-- Exercise inputs follows --

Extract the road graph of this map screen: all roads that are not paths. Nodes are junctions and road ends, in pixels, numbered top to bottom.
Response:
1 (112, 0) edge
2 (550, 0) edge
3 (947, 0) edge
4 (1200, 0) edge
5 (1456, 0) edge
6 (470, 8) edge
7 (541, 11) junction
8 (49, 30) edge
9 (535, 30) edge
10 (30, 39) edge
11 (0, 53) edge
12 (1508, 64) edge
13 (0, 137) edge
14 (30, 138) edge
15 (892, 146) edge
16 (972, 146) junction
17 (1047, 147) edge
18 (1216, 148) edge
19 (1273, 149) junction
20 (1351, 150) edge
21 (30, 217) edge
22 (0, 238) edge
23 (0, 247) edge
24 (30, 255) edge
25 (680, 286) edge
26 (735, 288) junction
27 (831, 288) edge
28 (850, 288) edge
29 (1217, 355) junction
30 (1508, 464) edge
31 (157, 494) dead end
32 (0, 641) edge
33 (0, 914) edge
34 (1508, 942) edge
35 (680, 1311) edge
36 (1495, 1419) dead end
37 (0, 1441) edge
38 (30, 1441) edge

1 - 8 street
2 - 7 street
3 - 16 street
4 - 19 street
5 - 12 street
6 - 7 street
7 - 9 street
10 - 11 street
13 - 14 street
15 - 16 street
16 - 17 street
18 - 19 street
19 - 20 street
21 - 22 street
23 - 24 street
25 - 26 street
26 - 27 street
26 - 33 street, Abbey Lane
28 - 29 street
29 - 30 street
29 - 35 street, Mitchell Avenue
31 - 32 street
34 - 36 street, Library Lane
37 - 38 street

-- Exercise inputs concluded --

In the records above, locate the lines holding the word "dead". Copy each of them.

31 (157, 494) dead end
36 (1495, 1419) dead end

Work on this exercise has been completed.